The incident didn’t start with malware or a zero-day. It started with a spreadsheet. What began as a routine firmware vulnerability review quickly revealed a deeper problem—one that would later shape how we think about the firmware genome across large-scale industrial device fleets.

We were on a late-evening call with the operations team of a renewable energy company. Their fleet was a few thousand industrial gateways scattered across wind farms and substations.

The Moment a Spreadsheet Stopped Being Enough

The kind of kit that just sits there for years, quietly doing its job, until suddenly everyone remembers it exists. They followed the standard playbook. Pull a representative set of firmware images. Send them through an SBOM and vulnerability scanner. Import everything into a dashboard and export it as Excel for “management visibility.”

Also Read: Part 3: How Firmware Vulnerability Noise Masks Real Security Risks in Embedded Systems

The security manager shared his screen and scrolled. Six thousand eight hundred and something vulnerabilities. Rows of CVE IDs, severity scores, package names, and versions. It looked serious. It looked like progress. Then the operations lead, the person who owned uptime and maintenance windows, unmuted his mic.

“Okay,” he said, “I have three crews, two maintenance windows this month, and about four thousand gateways in the field. Which devices am I touching first?” He let that hang for a moment, then added: “And how many of these vulnerabilities are even alive in the code that’s running, versus old copies buried somewhere nobody calls?”

We looked at the spreadsheet. The spreadsheet had nothing to say. That was the first crack. We built a list. We did not have a ground truth.

From Spreadsheet to Reality: Lab Investigation

A couple of weeks later, I was in a lab with a stack of the same gateways on a bench. Same hardware, same firmware, same vendor. No dashboards, no slides, just the devices and a rough plan: take one of those images apart and see how much of the spreadsheet survived contact with reality.

We picked one firmware from the “critical” column of the report and started unpacking. Tear open the update package, carve out the filesystems and partitions, mount what would mount, dump what would not. The usual forensics dance.

For a while, it looked familiar. Root filesystem. BusyBox. OpenSSL. Some vendor daemons, a web interface, and log files.

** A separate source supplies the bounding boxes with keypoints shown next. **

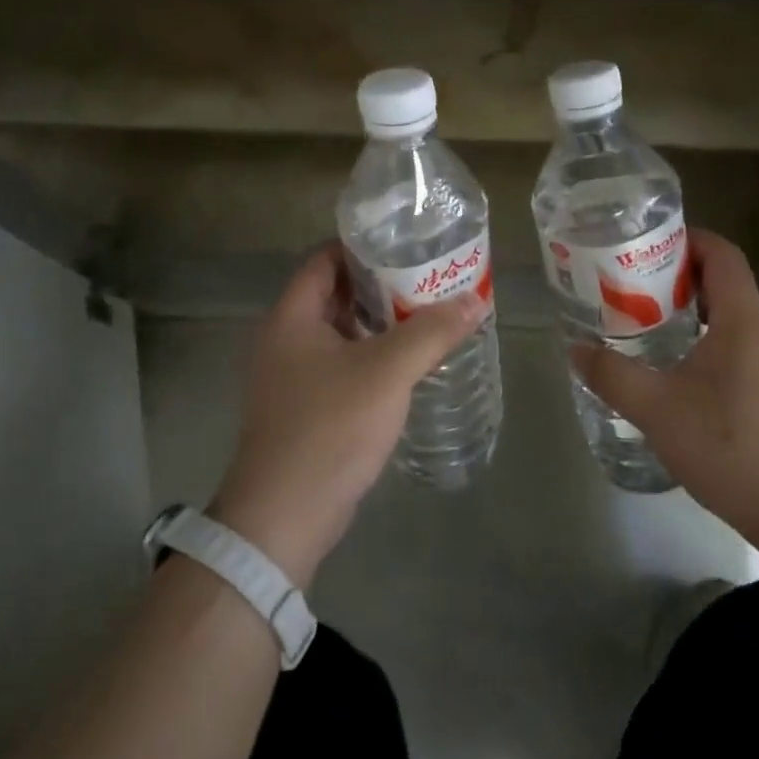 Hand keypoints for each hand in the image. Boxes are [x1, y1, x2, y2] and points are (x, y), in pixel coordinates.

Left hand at [211, 243, 486, 586]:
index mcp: (291, 318)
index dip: (362, 247)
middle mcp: (284, 340)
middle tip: (427, 278)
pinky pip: (341, 365)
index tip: (406, 243)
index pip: (324, 260)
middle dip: (379, 285)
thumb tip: (475, 301)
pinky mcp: (304, 408)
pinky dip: (371, 356)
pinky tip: (407, 363)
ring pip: (340, 333)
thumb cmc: (330, 427)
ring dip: (379, 324)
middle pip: (334, 295)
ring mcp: (291, 377)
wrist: (285, 515)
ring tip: (427, 315)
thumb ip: (432, 332)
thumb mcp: (388, 371)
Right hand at [570, 228, 758, 545]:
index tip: (645, 241)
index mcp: (742, 321)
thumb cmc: (727, 446)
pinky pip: (730, 341)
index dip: (688, 238)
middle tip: (628, 279)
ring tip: (639, 315)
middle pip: (722, 280)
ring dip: (685, 306)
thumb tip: (574, 349)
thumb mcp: (657, 409)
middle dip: (675, 272)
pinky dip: (698, 335)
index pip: (722, 255)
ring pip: (725, 313)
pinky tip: (667, 362)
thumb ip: (612, 375) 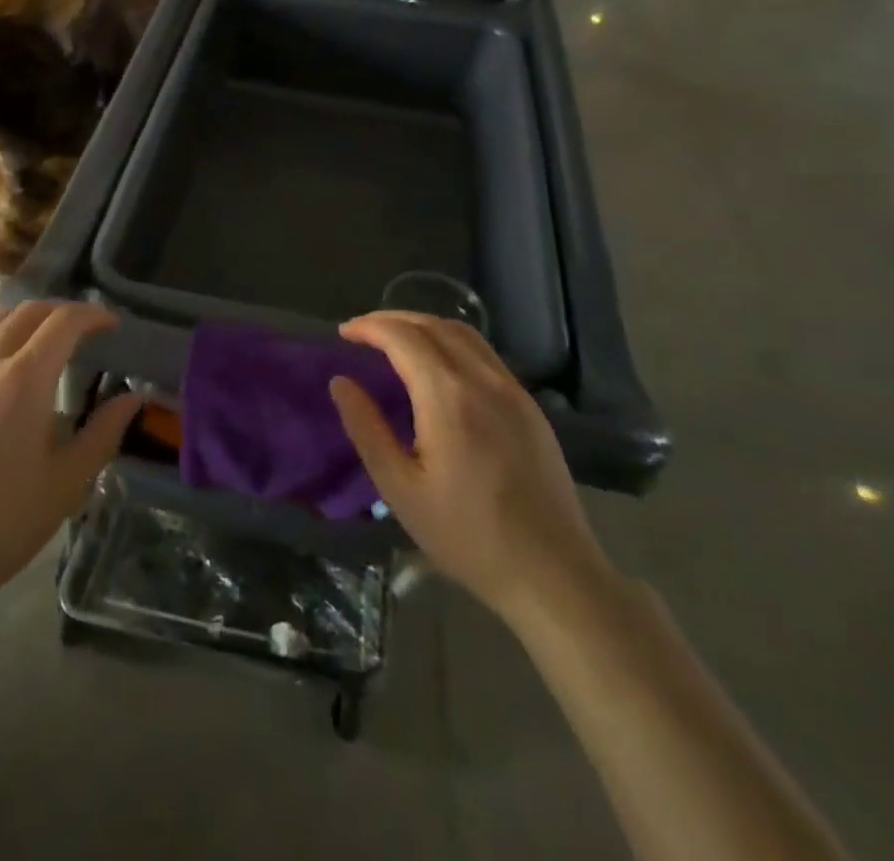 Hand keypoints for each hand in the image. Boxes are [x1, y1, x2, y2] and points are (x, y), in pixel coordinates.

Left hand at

Exactly the sort of thing a scanner is good at naming.

Then we hit the bits the scanner had barely noticed. Alongside the Linux world, there was a real-time OS image for controlling tasks. No package manager. No friendly metadata. Just proprietary binaries and a thin scattering of strings.

Tucked elsewhere was a bare-metal blob talking to a microcontroller, seemingly in charge of safety interlocks. And inside several different executables we started seeing the same strange patterns: identical functions, similar constants, same habits. A vendor SDK library that had been compiled straight into multiple binaries.

On the whiteboard we’d written “Firmware = file.” At some point that stopped feeling right. By the time we were done, we crossed it out and wrote:

Firmware = ecosystem

What we were really uncovering was a shared Firmware Genome—Linux, RTOS, bare metal, and reused code evolving together across products and device generations.

Once you see firmware that way, you can’t really go back.

Also Read: Part 2: Who Really Owns Firmware Security? Inside the Industry’s Blind Spot

The Hidden Firmware Genome: Beyond Declared Components

Around this time, a new advisory landed: a serious bug in a widely used embedded TCP/IP stack. Let’s call it NetStack, to keep things generic.

The original SBOM-driven scan said NetStack was present in two firmware images. Both Linux-based, both tagged as “high priority.”

The vendor’s plan practically wrote itself: patch those two images, push an update, tick the box. The lab was the perfect place to test whether that picture was accurate.

We took all the firmware images we had from that customer and went looking for NetStack again, but this time we ignored package names and version strings. Instead, we looked for the code itself.

Patterns in functions, constants, and layout. The kind of signature that survives a change of filename or a missing version banner.

Every time we found it, we wrote down where: which file, which architecture, which firmware build, which device model.

It did not show up in two images. It showed up in nine.

Seven of those never appeared in the original spreadsheet. In those firmwares, NetStack was compiled directly into vendor binaries, sitting there quietly without a clean package entry or a polite “hello, my name is” version string.

On the dashboard, those seven images had been “clean.”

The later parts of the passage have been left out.